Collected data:

----------------------------------------

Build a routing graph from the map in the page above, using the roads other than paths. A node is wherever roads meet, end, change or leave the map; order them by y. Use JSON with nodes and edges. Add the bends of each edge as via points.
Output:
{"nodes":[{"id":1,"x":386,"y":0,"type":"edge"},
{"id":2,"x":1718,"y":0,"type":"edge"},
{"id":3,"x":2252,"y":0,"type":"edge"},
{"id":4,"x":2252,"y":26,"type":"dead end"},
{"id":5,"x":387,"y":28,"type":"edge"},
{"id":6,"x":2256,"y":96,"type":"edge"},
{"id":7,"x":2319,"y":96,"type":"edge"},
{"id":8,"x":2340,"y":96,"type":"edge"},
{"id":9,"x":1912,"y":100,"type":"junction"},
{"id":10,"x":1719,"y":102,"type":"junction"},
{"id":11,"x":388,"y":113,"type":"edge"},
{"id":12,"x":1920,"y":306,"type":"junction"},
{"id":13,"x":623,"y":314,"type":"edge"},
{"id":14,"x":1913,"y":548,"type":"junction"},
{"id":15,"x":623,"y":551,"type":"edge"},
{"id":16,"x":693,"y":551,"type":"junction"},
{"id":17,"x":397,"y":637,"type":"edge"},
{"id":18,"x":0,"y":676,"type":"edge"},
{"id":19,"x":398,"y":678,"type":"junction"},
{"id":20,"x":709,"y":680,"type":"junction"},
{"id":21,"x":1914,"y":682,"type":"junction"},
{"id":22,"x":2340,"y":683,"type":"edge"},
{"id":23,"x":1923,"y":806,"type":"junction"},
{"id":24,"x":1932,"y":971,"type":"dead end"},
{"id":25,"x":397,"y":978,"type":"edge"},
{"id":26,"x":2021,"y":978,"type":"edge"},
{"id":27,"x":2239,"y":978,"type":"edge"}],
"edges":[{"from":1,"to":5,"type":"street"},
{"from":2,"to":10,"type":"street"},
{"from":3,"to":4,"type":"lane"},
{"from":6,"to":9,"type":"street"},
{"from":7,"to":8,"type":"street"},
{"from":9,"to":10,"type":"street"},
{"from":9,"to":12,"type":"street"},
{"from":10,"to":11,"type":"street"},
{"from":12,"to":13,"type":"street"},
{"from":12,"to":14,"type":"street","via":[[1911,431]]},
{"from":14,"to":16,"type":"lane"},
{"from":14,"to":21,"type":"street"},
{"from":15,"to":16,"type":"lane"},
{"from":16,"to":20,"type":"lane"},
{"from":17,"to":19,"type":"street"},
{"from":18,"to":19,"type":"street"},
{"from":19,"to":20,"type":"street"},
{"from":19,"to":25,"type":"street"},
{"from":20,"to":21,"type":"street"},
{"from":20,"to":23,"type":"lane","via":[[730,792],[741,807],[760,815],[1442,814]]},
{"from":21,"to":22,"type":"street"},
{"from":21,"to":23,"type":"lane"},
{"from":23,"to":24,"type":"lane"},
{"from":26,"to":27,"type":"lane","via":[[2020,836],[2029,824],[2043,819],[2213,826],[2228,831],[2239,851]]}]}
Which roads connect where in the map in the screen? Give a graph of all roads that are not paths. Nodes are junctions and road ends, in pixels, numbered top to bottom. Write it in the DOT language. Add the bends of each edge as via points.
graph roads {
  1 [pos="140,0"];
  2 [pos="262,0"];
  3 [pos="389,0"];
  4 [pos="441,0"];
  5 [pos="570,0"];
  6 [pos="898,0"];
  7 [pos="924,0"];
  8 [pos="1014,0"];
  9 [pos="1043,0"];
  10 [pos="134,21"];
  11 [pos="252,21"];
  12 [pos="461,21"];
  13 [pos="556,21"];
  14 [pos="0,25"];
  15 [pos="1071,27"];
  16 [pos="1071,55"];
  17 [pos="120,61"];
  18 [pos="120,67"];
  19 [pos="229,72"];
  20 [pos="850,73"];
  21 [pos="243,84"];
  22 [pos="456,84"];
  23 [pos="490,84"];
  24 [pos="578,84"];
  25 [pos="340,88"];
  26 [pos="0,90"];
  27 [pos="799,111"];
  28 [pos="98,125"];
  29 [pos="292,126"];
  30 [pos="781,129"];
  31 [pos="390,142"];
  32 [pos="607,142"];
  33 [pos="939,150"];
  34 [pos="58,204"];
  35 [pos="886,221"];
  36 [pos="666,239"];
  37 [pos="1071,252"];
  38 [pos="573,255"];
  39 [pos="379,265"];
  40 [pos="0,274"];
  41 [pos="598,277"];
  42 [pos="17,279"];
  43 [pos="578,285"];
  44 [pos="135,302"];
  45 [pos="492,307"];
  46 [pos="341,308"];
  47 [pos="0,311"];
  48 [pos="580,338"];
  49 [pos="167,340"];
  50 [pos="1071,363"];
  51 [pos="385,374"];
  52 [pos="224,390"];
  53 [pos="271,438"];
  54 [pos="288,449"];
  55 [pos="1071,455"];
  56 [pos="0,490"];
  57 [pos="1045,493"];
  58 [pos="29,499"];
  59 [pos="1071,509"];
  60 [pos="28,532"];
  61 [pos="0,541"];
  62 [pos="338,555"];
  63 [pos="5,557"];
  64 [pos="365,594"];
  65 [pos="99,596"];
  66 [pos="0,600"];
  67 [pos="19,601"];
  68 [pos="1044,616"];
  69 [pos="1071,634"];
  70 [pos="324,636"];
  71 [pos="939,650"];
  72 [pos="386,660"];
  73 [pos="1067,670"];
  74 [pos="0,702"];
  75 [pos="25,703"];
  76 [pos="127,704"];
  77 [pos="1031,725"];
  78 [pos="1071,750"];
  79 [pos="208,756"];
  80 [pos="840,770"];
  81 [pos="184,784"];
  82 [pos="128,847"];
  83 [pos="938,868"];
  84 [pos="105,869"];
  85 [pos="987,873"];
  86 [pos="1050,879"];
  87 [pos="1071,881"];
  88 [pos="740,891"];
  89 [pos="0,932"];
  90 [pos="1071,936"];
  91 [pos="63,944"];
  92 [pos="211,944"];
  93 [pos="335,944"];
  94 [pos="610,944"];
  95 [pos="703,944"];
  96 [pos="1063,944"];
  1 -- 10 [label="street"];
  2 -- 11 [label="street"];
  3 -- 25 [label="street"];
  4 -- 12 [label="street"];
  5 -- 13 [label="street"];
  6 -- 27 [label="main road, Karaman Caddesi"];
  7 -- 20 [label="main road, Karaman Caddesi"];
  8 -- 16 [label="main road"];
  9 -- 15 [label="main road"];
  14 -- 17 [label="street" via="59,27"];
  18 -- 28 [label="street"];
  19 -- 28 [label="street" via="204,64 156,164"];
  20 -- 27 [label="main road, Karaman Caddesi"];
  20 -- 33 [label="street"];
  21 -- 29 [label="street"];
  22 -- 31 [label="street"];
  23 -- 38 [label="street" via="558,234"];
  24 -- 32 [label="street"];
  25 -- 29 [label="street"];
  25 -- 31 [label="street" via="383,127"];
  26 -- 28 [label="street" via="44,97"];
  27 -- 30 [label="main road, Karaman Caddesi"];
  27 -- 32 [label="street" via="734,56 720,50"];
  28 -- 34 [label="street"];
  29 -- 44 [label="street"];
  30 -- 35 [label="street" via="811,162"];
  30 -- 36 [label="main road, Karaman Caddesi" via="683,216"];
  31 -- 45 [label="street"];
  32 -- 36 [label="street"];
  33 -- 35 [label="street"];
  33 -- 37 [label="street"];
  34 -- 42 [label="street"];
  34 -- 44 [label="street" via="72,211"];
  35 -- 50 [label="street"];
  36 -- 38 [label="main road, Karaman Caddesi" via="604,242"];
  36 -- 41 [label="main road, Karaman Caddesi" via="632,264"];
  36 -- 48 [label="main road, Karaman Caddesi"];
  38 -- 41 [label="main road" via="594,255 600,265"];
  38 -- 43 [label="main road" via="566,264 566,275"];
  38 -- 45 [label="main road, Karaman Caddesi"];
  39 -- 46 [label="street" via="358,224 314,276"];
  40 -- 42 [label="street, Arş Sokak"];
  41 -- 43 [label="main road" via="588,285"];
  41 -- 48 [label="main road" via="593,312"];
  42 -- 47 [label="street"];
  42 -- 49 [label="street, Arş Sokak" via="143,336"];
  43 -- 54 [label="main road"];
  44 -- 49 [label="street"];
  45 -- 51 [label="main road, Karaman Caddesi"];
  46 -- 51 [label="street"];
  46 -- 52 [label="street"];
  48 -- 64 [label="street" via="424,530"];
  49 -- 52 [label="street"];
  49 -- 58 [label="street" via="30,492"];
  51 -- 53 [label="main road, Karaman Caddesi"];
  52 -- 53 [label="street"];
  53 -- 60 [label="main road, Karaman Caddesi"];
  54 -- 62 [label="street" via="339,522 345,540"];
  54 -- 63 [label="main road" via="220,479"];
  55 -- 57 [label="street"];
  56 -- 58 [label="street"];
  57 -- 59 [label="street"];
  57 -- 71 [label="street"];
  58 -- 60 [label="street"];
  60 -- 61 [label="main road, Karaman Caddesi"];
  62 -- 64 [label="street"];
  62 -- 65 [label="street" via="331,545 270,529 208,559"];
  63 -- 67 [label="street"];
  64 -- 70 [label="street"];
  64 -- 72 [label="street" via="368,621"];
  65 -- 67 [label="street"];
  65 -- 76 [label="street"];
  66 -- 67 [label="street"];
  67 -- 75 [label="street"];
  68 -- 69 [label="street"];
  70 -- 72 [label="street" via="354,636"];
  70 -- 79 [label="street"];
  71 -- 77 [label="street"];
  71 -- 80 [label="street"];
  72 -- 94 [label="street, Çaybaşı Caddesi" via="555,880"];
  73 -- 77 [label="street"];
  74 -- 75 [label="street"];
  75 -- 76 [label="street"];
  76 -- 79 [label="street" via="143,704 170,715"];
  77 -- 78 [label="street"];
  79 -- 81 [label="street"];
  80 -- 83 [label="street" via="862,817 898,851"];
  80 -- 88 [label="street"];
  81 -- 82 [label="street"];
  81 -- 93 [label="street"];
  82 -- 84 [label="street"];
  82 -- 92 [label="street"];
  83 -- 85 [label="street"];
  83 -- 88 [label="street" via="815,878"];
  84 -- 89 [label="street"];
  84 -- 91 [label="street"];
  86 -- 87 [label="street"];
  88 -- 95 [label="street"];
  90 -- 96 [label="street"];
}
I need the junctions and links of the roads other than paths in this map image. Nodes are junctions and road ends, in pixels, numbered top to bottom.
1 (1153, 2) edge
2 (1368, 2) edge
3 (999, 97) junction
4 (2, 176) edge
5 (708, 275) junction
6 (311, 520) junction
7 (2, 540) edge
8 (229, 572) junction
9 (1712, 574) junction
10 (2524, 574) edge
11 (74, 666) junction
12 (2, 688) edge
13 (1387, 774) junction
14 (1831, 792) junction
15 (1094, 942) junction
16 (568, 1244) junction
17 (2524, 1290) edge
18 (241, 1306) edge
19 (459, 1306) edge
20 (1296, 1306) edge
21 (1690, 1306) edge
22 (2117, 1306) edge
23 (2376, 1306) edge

----------------------------------------

What is expected
Nothing but the lines from the one with "I need the junctions" through the end of the data above should be reproduced, each exactly, both ends included.

Solution for this exercise
I need the junctions and links of the roads other than paths in this map image. Nodes are junctions and road ends, in pixels, numbered top to bottom.
1 (1153, 2) edge
2 (1368, 2) edge
3 (999, 97) junction
4 (2, 176) edge
5 (708, 275) junction
6 (311, 520) junction
7 (2, 540) edge
8 (229, 572) junction
9 (1712, 574) junction
10 (2524, 574) edge
11 (74, 666) junction
12 (2, 688) edge
13 (1387, 774) junction
14 (1831, 792) junction
15 (1094, 942) junction
16 (568, 1244) junction
17 (2524, 1290) edge
18 (241, 1306) edge
19 (459, 1306) edge
20 (1296, 1306) edge
21 (1690, 1306) edge
22 (2117, 1306) edge
23 (2376, 1306) edge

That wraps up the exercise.